Hello builders and makers,
Welcome to this (sort-of) monthly newsletter! You’re receiving this because you signed up for updates on the automated Lego sorting machine. If you’re no longer interested, feel free to unsubscribe using the link at the bottom—no tricks, no hard feelings.
Newsletter Archive
Up until now, all previous editions of this newsletter lived only in your inbox. If you missed one, it was simply gone. No longer!
I’ve set up a newsletter archive on my personal blog. Every edition is now published there. You can browse them at your leisure, re-read old updates, and share specific issues with friends or fellow builders who might be interested in the project.
More then every, the newsletter doubles as a public journal of the whole build process, from the very first experiments to wherever this ends up going.
An Identity Crisis
Over the last year, my main technical goal was clear: rebuild the machine and replace EV3 with newer Powered Up components.
But this part of the project has been stuck for a while, mostly because I’ve been trying to follow LEGO’s shifting smart-brick direction.
I first aimed for the Mindstorms Robot Inventor kit, but it was discontinued after only a short run. So I switched to Powered Up, which is workable but still awkward to control from an external computer.

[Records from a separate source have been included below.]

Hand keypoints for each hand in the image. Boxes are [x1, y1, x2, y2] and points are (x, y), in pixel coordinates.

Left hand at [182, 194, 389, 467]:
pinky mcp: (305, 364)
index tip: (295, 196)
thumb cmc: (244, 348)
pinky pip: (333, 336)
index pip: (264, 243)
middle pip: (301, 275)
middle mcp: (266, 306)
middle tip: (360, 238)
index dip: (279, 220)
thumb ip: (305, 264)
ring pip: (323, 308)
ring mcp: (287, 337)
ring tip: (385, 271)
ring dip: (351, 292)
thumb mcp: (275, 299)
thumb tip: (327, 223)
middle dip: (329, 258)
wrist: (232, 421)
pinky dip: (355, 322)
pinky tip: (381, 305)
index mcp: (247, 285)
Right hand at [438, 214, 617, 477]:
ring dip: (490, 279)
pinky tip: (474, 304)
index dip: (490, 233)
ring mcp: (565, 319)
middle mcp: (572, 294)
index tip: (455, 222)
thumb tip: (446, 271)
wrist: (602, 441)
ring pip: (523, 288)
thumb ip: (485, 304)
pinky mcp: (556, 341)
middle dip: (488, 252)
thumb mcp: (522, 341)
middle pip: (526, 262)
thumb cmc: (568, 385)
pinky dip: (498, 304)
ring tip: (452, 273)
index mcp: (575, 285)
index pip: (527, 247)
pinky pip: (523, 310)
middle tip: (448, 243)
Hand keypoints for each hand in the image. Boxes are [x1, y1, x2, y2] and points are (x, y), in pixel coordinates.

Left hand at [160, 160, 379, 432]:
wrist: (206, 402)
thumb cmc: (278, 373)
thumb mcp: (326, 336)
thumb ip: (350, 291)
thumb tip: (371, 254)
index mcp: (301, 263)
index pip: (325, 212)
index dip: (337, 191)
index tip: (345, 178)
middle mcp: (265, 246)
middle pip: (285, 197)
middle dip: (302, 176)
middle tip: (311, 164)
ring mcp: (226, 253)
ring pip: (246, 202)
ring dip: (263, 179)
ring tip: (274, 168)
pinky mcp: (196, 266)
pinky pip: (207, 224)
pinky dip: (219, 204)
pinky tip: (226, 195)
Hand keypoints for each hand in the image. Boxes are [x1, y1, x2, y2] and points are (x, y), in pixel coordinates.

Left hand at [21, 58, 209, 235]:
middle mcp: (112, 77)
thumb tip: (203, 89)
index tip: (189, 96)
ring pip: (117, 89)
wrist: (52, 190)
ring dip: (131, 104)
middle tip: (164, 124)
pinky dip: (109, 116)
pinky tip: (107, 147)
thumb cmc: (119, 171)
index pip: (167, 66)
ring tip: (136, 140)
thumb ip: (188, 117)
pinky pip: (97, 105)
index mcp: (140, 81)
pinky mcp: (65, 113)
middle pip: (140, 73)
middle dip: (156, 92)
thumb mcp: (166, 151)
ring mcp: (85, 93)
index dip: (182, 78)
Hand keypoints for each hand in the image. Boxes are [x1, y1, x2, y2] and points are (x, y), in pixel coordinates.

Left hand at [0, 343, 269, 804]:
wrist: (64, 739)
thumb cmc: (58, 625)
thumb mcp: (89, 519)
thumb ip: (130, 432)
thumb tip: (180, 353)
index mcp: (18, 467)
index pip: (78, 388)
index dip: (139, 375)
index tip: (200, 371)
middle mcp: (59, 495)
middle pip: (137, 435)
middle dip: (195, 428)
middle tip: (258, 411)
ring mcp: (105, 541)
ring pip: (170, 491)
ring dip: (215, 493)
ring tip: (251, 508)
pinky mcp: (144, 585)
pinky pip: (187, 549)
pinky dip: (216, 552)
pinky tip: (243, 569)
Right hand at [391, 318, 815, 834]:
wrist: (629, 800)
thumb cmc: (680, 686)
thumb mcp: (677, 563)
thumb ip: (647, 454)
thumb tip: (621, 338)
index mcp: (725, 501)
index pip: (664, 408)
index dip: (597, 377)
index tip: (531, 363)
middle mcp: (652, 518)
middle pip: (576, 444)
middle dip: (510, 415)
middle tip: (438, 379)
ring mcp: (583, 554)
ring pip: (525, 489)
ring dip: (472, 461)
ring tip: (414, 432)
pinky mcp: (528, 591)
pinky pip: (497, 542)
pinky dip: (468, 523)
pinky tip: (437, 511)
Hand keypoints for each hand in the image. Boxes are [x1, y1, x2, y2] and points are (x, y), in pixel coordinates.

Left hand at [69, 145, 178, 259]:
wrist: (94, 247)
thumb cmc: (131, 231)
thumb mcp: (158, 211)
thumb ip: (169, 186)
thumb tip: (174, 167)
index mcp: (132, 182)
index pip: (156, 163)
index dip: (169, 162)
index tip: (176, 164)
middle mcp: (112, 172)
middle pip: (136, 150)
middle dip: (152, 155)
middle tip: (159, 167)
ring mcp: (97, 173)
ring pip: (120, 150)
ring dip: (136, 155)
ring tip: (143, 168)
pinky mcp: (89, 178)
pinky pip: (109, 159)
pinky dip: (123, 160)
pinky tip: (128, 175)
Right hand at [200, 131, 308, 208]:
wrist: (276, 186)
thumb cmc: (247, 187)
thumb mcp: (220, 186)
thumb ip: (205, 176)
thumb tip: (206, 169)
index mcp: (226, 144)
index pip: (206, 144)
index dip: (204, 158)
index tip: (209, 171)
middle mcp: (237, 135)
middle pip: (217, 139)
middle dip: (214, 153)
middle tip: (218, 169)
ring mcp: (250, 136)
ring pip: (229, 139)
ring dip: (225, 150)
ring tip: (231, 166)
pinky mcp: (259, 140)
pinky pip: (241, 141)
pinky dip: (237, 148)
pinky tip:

I hoped the Raspberry Pi Build HAT would be the bridge, but in practice it didn’t become the solid long-term solution I needed.
Then, last December, not much after my previous newsletter, LEGO announced a new smart brick that many builders assume will eventually replace Powered Up.
So I’ve been in a bit of a dip these last few months, unsure whether I should keep forcing a pure-LEGO path, or move toward non-LEGO components with a more predictable shelf life (and usually a lower cost).
For now, I’m still figuring that out. So I’m sorry that there isn’t some huge progress to report.
As always, your feedback is absolutely welcome. Thanks for following along on this journey. Happy sorting, and I look forward to sharing more updates soon!